Directions: Have students choose a picture from the article  and write a descriptive paragraph using adjectives.  Using Adjectives  ESL Voices Grammar

III. Post Reading Activities

KWL Chart

Directions:  Have students  fill in the last column of the KWL chart if they used one in the pre-reading segment of this lesson.

Discussion for Comprehension /Writing

Directions: Place students in groups and have them  discuss the following statements. Afterwards, have the groups share their thoughts as a class. To reinforce the ideas, students can write an essay on one of the topics mentioned.
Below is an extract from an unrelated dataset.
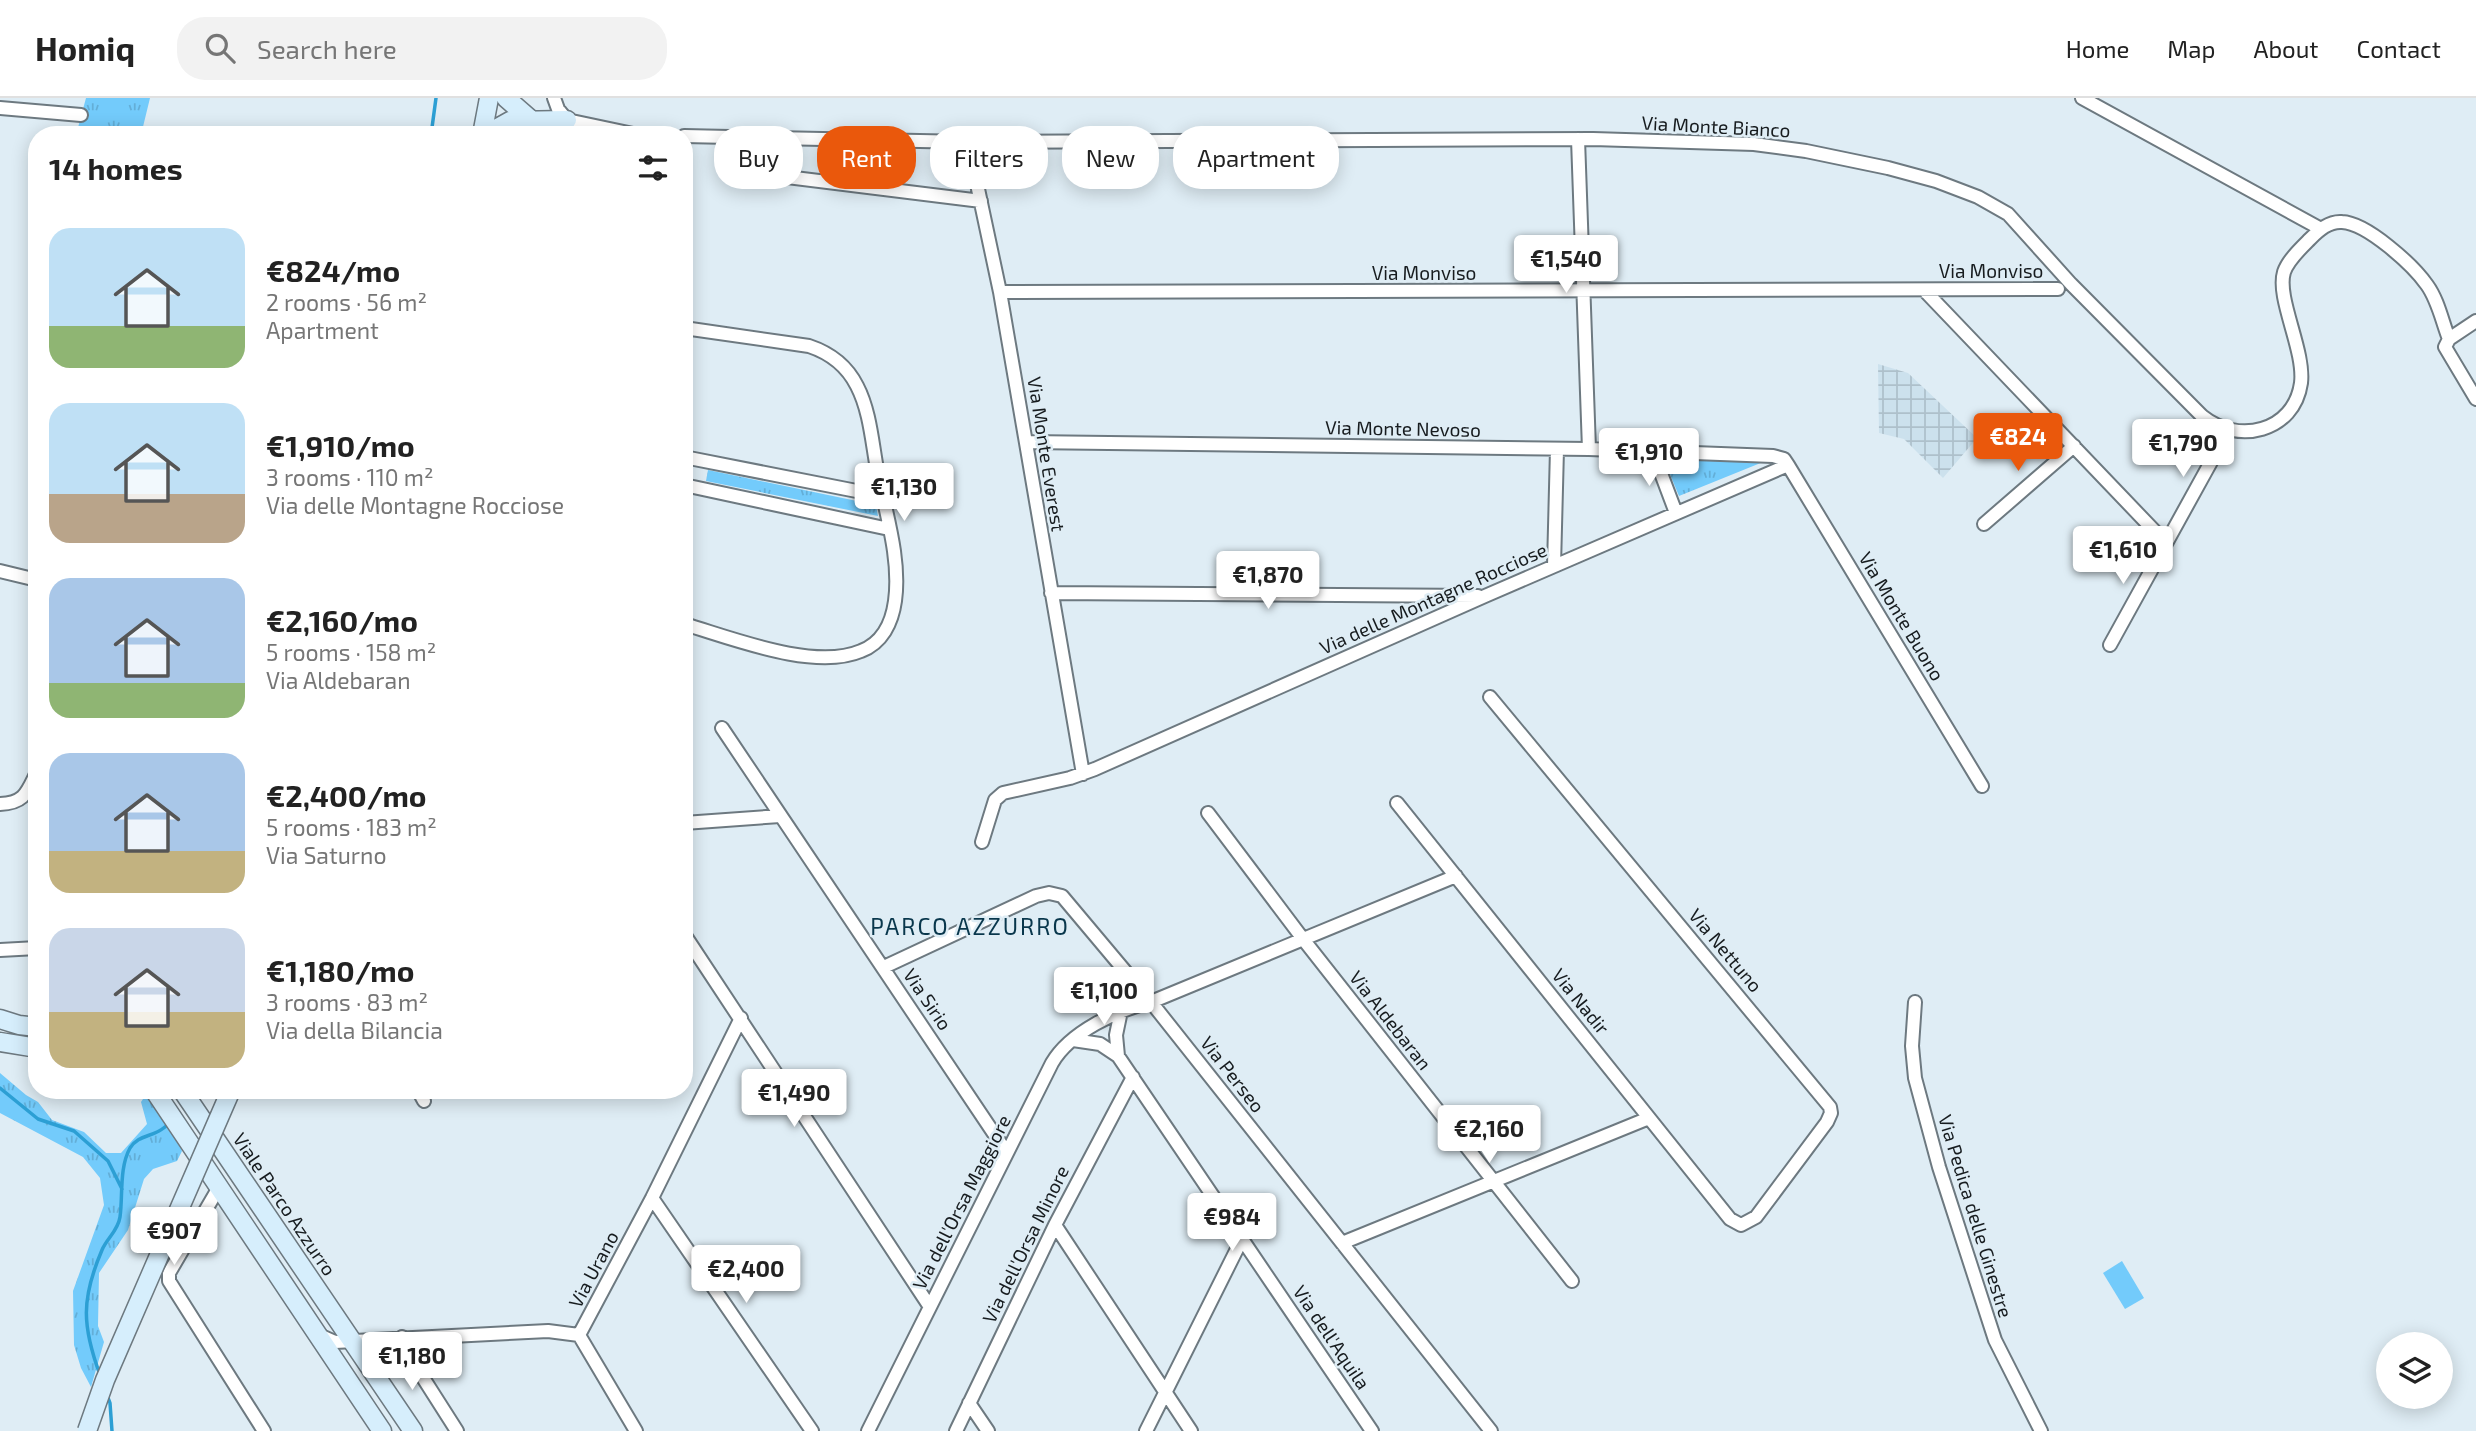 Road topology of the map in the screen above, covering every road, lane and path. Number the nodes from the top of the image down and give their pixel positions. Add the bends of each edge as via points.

  1. “She is not gender nonconforming. She is gender role nonconforming. She does not fit into the mold that we adults — who have increasingly eschewed millenniums-old gender roles ourselves, as women work outside the home and men participate in the domestic sphere — still impose upon our children.”
  2. “The message I want to send my daughter is this: You are an awesome girl for not giving in to pressure to be and look a certain way. I want her to be proud to be a girl.”

1-Minute Free Writing Exercise

Directions: Allow students 1 minute to write down one new idea they’ve learned from the reading. Ask them to write down one thing they did not understand in the reading.  Review the responses as a class. Note: For the lower levels allow more time for this writing activity.